Monday, September 12, 2011

What are exams for...

In any subject or for any skill, the abilities of students vary. Some are naturally good, some learn to be good, some struggle to learn and some can never really acquire the skill. This is not abnormal. This is how people (even grown-ups) perform on any skill, craft or trade.

If an exam is given to test an ability and we were to plot how many students did how well, it would follow a Bell-shaped curve. A few students would do very well, majority of students would do ok and a few would have done not so well - making the graph look like a Bell. If you are testing a skill and your exam shows this curve then you should celebrate - because your test was fair to all and balanced.

A balanced test is telling you with confidence that those who are on a lower side of the Bell need your help, those in the middle of the Bell need to understand and work harder and those on the upper side of the Bell should work on advance skills. Everyone need to work towards better.

This is not how most exams look though. Most often teachers think that if majority of students get more than 60-70% marks then they have learnt well and teaching was a success. The trouble is, when everyone gets good marks, you are testing very little. And if you get less than 40% then you have failed. They automatically create two casts - those who pass easily and those who fail bitterly. Such exams say more about the exams themselves (was it easy or hard) than they say about the students (who are good and bad performers). They say very little about who is where on that skill. Exams should not to tools to fail students or even pass them.

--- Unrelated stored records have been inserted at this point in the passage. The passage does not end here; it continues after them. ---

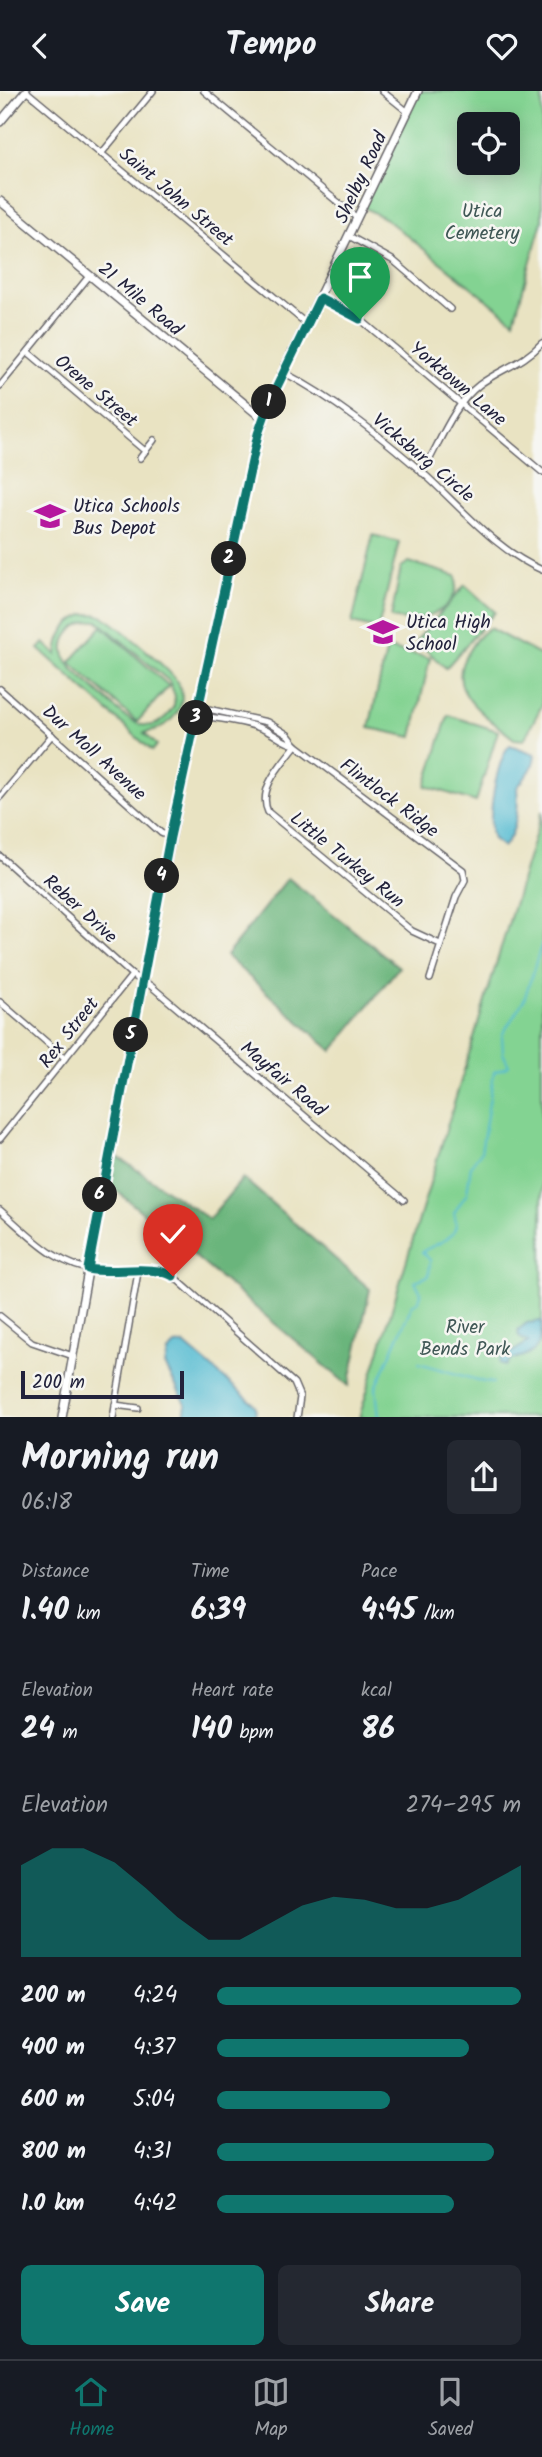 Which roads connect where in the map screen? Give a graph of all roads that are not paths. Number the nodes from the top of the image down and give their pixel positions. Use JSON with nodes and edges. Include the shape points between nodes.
{"nodes":[{"id":1,"x":26,"y":91,"type":"edge"},
{"id":2,"x":153,"y":91,"type":"edge"},
{"id":3,"x":204,"y":91,"type":"edge"},
{"id":4,"x":382,"y":91,"type":"edge"},
{"id":5,"x":418,"y":91,"type":"edge"},
{"id":6,"x":408,"y":112,"type":"junction"},
{"id":7,"x":0,"y":122,"type":"edge"},
{"id":8,"x":101,"y":153,"type":"junction"},
{"id":9,"x":0,"y":201,"type":"edge"},
{"id":10,"x":357,"y":218,"type":"junction"},
{"id":11,"x":349,"y":236,"type":"junction"},
{"id":12,"x":90,"y":275,"type":"junction"},
{"id":13,"x":320,"y":298,"type":"junction"},
{"id":14,"x":450,"y":309,"type":"dead end"},
{"id":15,"x":307,"y":325,"type":"junction"},
{"id":16,"x":542,"y":343,"type":"edge"},
{"id":17,"x":28,"y":352,"type":"junction"},
{"id":18,"x":283,"y":372,"type":"junction"},
{"id":19,"x":0,"y":386,"type":"edge"},
{"id":20,"x":463,"y":403,"type":"junction"},
{"id":21,"x":263,"y":419,"type":"junction"},
{"id":22,"x":154,"y":440,"type":"dead end"},
{"id":23,"x":145,"y":451,"type":"junction"},
{"id":24,"x":140,"y":457,"type":"dead end"},
{"id":25,"x":542,"y":471,"type":"edge"},
{"id":26,"x":422,"y":473,"type":"junction"},
{"id":27,"x":542,"y":570,"type":"edge"},
{"id":28,"x":0,"y":689,"type":"edge"},
{"id":29,"x":198,"y":711,"type":"junction"},
{"id":30,"x":253,"y":717,"type":"junction"},
{"id":31,"x":251,"y":726,"type":"junction"},
{"id":32,"x":52,"y":735,"type":"junction"},
{"id":33,"x":296,"y":745,"type":"junction"},
{"id":34,"x":0,"y":797,"type":"edge"},
{"id":35,"x":170,"y":837,"type":"junction"},
{"id":36,"x":0,"y":856,"type":"edge"},
{"id":37,"x":440,"y":944,"type":"junction"},
{"id":38,"x":132,"y":975,"type":"junction"},
{"id":39,"x":430,"y":979,"type":"dead end"},
{"id":40,"x":142,"y":980,"type":"junction"},
{"id":41,"x":0,"y":1002,"type":"edge"},
{"id":42,"x":65,"y":1058,"type":"junction"},
{"id":43,"x":1,"y":1138,"type":"edge"},
{"id":44,"x":404,"y":1200,"type":"dead end"},
{"id":45,"x":0,"y":1210,"type":"edge"},
{"id":46,"x":88,"y":1269,"type":"junction"},
{"id":47,"x":138,"y":1272,"type":"junction"},
{"id":48,"x":0,"y":1315,"type":"edge"},
{"id":49,"x":73,"y":1356,"type":"junction"},
{"id":50,"x":115,"y":1405,"type":"junction"},
{"id":51,"x":138,"y":1408,"type":"dead end"},
{"id":52,"x":62,"y":1417,"type":"edge"},
{"id":53,"x":113,"y":1417,"type":"edge"},
{"id":54,"x":297,"y":1417,"type":"edge"}],
"edges":[{"from":1,"to":7,"type":"street"},
{"from":1,"to":8,"type":"street","name":"Saint John Street"},
{"from":2,"to":8,"type":"street"},
{"from":3,"to":10,"type":"street"},
{"from":4,"to":6,"type":"street"},
{"from":5,"to":6,"type":"street","name":"Shelby Road"},
{"from":6,"to":10,"type":"street","name":"Shelby Road"},
{"from":8,"to":15,"type":"street","name":"Saint John Street"},
{"from":9,"to":12,"type":"street","name":"21 Mile Road"},
{"from":10,"to":11,"type":"street","name":"Shelby Road"},
{"from":11,"to":13,"type":"street","name":"Shelby Road"},
{"from":11,"to":14,"type":"street","via":[[394,261]]},
{"from":12,"to":17,"type":"street"},
{"from":12,"to":21,"type":"street","name":"21 Mile Road"},
{"from":13,"to":15,"type":"street","name":"Shelby Road"},
{"from":13,"to":20,"type":"street","name":"Yorktown Lane","via":[[360,319]]},
{"from":15,"to":18,"type":"street","name":"Shelby Road"},
{"from":16,"to":20,"type":"street","via":[[519,364],[481,384]]},
{"from":17,"to":19,"type":"street"},
{"from":17,"to":23,"type":"street","name":"Orene Street"},
{"from":18,"to":21,"type":"street","name":"Shelby Road"},
{"from":18,"to":26,"type":"street","name":"Vicksburg Circle","via":[[316,388]]},
{"from":20,"to":25,"type":"street","name":"Yorktown Lane"},
{"from":20,"to":26,"type":"street"},
{"from":21,"to":29,"type":"street","name":"Shelby Road"},
{"from":22,"to":23,"type":"street"},
{"from":23,"to":24,"type":"street"},
{"from":26,"to":27,"type":"street","name":"Vicksburg Circle","via":[[494,538]]},
{"from":28,"to":32,"type":"street","name":"Dur Moll Avenue"},
{"from":29,"to":30,"type":"street","name":"Flintlock Ridge"},
{"from":29,"to":31,"type":"street","name":"Flintlock Ridge"},
{"from":29,"to":35,"type":"street","name":"Shelby Road"},
{"from":30,"to":31,"type":"street"},
{"from":30,"to":33,"type":"street","name":"Flintlock Ridge","via":[[273,724]]},
{"from":31,"to":33,"type":"street","name":"Flintlock Ridge"},
{"from":32,"to":34,"type":"street"},
{"from":32,"to":35,"type":"street","name":"Dur Moll Avenue"},
{"from":33,"to":37,"type":"street","name":"Flintlock Ridge","via":[[465,873]]},
{"from":33,"to":37,"type":"street","name":"Little Turkey Run","via":[[266,791],[268,813],[412,931]]},
{"from":35,"to":40,"type":"street","name":"Shelby Road"},
{"from":36,"to":38,"type":"street","name":"Reber Drive"},
{"from":37,"to":39,"type":"street"},
{"from":38,"to":40,"type":"street","name":"Reber Drive"},
{"from":38,"to":42,"type":"street","name":"Rex Street"},
{"from":40,"to":44,"type":"street","name":"Mayfair Road"},
{"from":40,"to":46,"type":"street","name":"Shelby Road"},
{"from":41,"to":42,"type":"street"},
{"from":42,"to":43,"type":"street","name":"Rex Street"},
{"from":45,"to":46,"type":"street","via":[[52,1256]]},
{"from":46,"to":47,"type":"street"},
{"from":46,"to":49,"type":"street","name":"Shelby Road"},
{"from":47,"to":50,"type":"street"},
{"from":47,"to":54,"type":"street","via":[[162,1271],[173,1276],[290,1379],[300,1397]]},
{"from":48,"to":49,"type":"street","via":[[32,1342]]},
{"from":49,"to":52,"type":"street","name":"Shelby Road"},
{"from":50,"to":51,"type":"street"},
{"from":50,"to":53,"type":"street"}]} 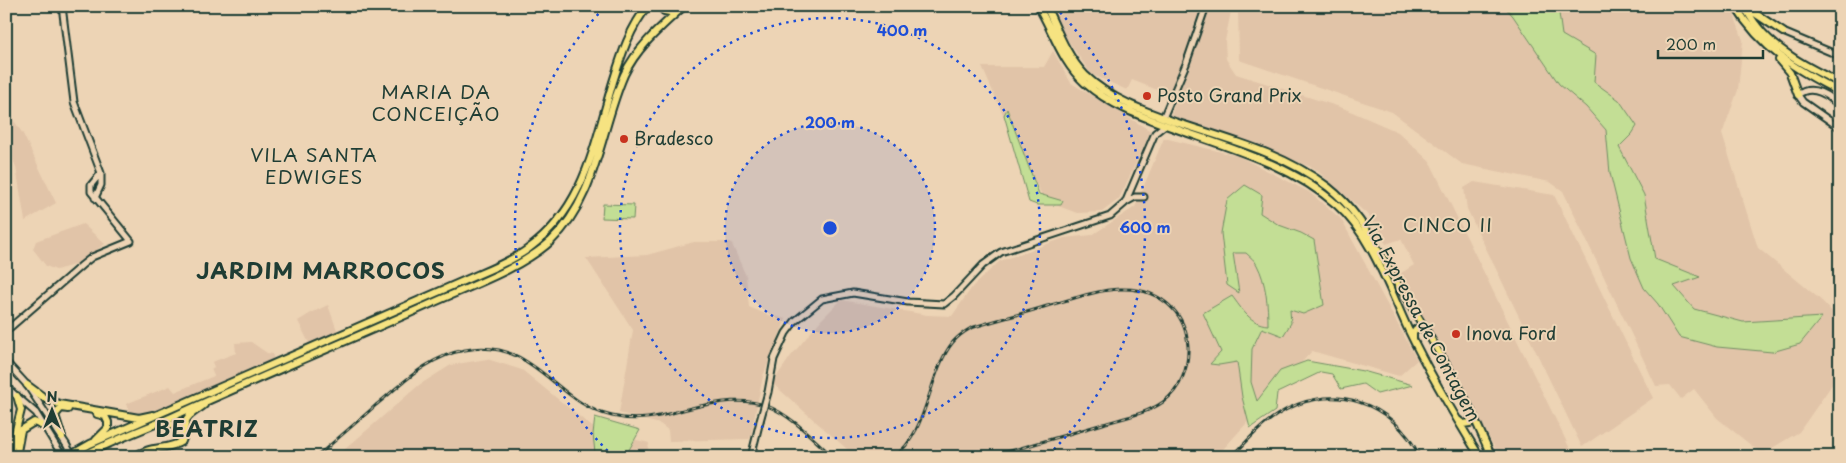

A good balanced exam will be one in which students follow a Bell-shaped distribution of performance, with majority getting marks close to 50%. In such an exam, there is no pass or fail. Everyone has passed ! Some need to learn more, some need to work harder and some need a greater challenge.

As a teacher one needs to aware of what an exam is testing. Are we measuring students abilities ? Are the marks artefacts of the way we give exams ? Exams should be used to set a passing bar ? or Should exams evaluate abilities and take remedial actions.